FasterSVC: Fast voice conversion based distillated models and kNN method

(This repository is in the experimental stage. The content may change without notice.)

Other languages

• 日本語

Model architecture

The structure of the decoder is designed with reference to FastSVC, StreamVC, Hifi-GAN, etc. Low latency is achieved by using a "causal" convolution layer that does not refer to future information.

Features

• Realtime conversion
• Low latency (approximately 0.2 seconds, subject to change based on the environment and optimizations)
• Stable phase and pitch (based on the source-filter model)
• Speaker style conversion using k-nearest neighbors (kNN) method

Requirements

• Python 3.10 or later
• PyTorch 2.0 or later with GPU environment
• When training from scratch, prepare a large amount of human speech data (e.g., LJ Speech, JVS Corpus)

Installation

1. clone this repository.

git clone https://github.com/uthree/fastersvc.git

2. install requirements

pip3 install -r requirements.txt

Download pretrained model

The model pretrained with the JVS corpus is published here.

Pre-training

Train a model for basic voice conversion. At this stage, the model is not specialized for a specific speaker, but having a model that can perform basic voice synthesis allows for easy adaptation to a specific speaker with minimal adjustments.

Here are the steps:

1. Preprocess.

python3 preprocess.py <Dataset directory>

2. Train pitch estimator.
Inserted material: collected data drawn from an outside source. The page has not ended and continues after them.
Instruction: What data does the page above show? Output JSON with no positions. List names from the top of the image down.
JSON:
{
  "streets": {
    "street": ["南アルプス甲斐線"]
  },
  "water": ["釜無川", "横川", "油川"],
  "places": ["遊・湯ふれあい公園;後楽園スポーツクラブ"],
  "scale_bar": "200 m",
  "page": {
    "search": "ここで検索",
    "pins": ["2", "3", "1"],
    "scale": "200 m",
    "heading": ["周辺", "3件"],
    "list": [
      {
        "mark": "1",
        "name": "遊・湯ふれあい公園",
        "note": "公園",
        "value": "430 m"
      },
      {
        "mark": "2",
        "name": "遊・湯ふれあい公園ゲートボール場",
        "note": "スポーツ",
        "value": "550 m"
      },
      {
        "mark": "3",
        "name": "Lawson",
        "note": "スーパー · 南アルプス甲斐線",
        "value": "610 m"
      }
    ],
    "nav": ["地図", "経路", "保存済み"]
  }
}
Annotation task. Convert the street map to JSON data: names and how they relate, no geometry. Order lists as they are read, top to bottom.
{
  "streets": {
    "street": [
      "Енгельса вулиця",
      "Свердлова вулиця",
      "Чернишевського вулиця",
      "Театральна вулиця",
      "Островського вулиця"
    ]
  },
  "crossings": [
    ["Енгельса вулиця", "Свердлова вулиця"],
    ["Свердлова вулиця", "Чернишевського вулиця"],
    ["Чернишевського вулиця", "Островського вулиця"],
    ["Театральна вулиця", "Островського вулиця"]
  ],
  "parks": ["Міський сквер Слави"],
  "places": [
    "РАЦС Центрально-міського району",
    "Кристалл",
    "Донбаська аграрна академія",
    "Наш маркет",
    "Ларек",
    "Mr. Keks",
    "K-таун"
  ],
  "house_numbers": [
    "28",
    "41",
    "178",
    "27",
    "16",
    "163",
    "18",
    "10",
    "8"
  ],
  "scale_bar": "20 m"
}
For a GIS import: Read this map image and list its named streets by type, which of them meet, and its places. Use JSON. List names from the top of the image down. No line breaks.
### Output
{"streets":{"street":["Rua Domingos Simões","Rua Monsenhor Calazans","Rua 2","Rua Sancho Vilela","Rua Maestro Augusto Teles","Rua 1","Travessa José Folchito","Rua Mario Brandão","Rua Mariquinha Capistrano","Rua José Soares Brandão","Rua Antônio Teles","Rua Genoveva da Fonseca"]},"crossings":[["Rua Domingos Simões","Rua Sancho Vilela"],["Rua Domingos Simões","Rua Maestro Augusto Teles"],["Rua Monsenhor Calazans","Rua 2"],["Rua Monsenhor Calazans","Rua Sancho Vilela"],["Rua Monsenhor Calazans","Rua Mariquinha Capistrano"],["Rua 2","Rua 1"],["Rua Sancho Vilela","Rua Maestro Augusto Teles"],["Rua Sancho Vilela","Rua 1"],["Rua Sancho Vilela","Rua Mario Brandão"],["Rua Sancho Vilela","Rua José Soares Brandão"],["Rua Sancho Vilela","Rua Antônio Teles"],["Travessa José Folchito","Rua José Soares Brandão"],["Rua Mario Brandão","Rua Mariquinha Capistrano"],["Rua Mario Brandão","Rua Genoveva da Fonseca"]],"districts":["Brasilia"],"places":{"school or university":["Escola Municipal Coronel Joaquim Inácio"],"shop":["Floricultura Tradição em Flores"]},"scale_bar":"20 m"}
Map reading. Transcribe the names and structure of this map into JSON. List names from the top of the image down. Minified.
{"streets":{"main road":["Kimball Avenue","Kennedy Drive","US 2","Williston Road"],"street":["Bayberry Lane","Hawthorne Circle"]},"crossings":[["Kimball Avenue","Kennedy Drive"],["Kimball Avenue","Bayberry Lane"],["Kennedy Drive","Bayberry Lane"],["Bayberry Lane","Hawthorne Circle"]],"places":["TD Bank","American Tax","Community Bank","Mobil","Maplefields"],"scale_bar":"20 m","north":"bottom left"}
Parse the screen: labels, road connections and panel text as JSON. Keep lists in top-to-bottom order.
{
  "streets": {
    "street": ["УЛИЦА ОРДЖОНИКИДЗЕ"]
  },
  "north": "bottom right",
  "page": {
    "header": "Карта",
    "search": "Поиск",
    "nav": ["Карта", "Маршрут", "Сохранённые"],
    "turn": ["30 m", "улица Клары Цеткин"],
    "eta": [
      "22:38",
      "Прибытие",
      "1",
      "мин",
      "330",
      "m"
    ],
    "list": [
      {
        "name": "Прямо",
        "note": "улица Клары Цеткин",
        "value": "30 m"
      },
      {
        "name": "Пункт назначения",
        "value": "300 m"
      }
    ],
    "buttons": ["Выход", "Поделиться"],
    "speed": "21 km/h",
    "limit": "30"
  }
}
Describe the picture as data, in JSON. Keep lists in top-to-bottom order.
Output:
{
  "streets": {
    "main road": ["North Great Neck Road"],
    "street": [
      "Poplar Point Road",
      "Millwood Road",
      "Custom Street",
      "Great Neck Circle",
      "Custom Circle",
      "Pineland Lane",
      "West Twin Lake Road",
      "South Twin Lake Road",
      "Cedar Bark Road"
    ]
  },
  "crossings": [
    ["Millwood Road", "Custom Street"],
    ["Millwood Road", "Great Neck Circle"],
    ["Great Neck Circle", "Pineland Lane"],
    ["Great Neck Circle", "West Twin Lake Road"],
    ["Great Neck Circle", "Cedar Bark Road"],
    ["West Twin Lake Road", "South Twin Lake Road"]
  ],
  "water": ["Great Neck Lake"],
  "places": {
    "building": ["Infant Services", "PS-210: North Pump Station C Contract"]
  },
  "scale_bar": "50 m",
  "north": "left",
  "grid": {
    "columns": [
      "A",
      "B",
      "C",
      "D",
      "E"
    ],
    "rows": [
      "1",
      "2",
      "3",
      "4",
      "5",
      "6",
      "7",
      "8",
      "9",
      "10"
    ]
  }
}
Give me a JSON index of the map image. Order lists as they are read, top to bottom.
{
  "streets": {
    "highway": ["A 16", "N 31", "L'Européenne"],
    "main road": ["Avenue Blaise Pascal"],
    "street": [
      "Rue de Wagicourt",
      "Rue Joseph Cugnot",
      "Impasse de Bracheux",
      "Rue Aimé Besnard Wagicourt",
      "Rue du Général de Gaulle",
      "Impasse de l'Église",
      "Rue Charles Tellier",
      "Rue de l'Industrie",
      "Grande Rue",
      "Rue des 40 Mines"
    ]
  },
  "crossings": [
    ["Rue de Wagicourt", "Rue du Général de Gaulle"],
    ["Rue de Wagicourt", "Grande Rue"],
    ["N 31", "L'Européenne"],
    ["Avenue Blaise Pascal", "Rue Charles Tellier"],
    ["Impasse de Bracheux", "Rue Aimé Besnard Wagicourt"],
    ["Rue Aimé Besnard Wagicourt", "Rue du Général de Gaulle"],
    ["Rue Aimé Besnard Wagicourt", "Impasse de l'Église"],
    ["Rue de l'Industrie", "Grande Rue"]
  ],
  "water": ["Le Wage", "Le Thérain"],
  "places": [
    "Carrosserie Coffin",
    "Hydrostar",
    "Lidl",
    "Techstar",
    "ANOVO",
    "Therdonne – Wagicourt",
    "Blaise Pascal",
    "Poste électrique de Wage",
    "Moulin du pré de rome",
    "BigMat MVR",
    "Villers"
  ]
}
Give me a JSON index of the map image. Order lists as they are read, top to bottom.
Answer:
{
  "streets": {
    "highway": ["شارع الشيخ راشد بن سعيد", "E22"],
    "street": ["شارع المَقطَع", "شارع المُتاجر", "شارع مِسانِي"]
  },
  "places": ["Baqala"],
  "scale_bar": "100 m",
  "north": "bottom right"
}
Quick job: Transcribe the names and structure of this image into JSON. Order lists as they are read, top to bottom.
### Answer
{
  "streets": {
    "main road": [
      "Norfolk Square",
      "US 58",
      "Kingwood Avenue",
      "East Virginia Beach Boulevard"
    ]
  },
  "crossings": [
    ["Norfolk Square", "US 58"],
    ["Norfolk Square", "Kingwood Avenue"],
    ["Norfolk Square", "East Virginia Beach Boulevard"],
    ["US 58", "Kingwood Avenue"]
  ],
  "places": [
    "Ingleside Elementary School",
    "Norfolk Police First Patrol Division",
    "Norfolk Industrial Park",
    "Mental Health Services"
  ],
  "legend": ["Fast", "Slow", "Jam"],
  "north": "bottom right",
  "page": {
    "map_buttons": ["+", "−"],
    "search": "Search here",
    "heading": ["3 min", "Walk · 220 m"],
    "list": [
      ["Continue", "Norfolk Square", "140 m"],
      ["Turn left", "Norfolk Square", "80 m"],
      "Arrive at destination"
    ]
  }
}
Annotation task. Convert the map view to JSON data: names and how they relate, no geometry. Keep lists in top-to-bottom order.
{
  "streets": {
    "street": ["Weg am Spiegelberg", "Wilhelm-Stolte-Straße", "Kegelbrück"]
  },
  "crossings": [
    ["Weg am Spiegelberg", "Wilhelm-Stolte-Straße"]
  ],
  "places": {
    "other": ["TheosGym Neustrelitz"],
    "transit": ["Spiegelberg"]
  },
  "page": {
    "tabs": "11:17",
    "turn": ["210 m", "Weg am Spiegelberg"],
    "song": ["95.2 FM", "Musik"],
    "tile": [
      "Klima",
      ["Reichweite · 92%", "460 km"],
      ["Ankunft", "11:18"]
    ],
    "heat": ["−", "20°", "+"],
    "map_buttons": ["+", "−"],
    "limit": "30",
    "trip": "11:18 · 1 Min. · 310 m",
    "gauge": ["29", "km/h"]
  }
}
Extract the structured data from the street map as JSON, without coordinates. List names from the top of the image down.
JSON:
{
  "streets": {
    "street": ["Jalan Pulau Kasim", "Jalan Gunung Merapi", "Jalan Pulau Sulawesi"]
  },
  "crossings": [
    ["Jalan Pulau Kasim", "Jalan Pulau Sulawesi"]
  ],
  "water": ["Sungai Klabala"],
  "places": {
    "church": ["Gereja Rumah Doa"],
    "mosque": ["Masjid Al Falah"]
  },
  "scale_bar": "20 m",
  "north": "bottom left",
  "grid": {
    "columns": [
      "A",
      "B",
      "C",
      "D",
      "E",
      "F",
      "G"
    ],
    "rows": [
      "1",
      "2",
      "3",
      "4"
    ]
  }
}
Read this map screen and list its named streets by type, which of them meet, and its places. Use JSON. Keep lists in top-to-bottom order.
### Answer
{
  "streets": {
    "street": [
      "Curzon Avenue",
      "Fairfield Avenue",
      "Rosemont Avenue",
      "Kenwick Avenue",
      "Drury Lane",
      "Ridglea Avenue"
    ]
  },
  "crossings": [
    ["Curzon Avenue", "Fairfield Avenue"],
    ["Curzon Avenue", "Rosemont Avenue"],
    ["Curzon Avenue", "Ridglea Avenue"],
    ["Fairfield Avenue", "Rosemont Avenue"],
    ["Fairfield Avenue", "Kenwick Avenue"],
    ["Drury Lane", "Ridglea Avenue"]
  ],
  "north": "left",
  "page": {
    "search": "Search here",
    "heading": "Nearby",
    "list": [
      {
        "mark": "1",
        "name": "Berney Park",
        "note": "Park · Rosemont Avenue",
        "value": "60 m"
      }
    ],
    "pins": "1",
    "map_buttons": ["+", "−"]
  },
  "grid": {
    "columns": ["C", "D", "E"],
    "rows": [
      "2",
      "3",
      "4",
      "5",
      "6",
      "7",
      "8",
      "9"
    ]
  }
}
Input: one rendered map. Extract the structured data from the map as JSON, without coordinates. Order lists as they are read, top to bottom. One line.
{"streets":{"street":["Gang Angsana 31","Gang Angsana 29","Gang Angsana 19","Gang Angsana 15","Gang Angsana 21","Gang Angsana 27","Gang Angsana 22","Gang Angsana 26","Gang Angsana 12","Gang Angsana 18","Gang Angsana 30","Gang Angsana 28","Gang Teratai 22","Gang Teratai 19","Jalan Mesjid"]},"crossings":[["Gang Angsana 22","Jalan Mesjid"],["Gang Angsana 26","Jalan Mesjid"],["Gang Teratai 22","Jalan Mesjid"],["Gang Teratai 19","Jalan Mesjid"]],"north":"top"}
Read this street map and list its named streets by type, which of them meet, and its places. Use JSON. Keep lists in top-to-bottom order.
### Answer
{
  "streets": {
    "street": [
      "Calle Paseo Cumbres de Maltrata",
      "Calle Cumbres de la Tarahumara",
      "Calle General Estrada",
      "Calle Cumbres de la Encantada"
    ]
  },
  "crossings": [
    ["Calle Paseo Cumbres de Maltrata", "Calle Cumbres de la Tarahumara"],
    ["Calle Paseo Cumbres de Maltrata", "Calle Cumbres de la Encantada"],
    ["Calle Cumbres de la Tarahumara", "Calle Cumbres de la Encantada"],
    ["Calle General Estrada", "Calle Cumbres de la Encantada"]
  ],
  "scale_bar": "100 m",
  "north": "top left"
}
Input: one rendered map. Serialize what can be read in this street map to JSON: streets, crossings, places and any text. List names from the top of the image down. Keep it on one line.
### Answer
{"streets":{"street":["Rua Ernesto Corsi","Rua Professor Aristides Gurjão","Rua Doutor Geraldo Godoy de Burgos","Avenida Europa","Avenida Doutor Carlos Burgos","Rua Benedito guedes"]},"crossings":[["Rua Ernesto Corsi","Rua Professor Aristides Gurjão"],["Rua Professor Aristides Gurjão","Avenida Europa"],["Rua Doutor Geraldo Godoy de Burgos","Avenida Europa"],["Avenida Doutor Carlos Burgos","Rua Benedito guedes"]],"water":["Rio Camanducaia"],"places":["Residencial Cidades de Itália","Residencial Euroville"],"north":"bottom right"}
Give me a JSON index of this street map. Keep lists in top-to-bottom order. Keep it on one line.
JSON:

Distill pitch estimation using a fast and parallelizable 1D CNN with the harvest algorithm from WORLD.

python3 train_pe.py

3. Train content encoder Distill HuBERT-base.

python3 train_ce.py

4. Train decoder The goal of the decoder is to reconstruct the original waveform from pitch and content.

sh

python3 train_dec.py

Fine-tuning

By adjusting the pre-trained model to a model specialized for conversion to a specific speaker, it is possible to create a more accurate model. This process takes much less time than pre-learning.

1. Combine only the audio files of a specific speaker into one folder, and preprocess.

python3 preorpcess.py <Dataset directory>

2. Fine tune the decoder.

python3 train_dec.py

3. Create a dictionary for vector search. This eliminates the need to encode audio files each time.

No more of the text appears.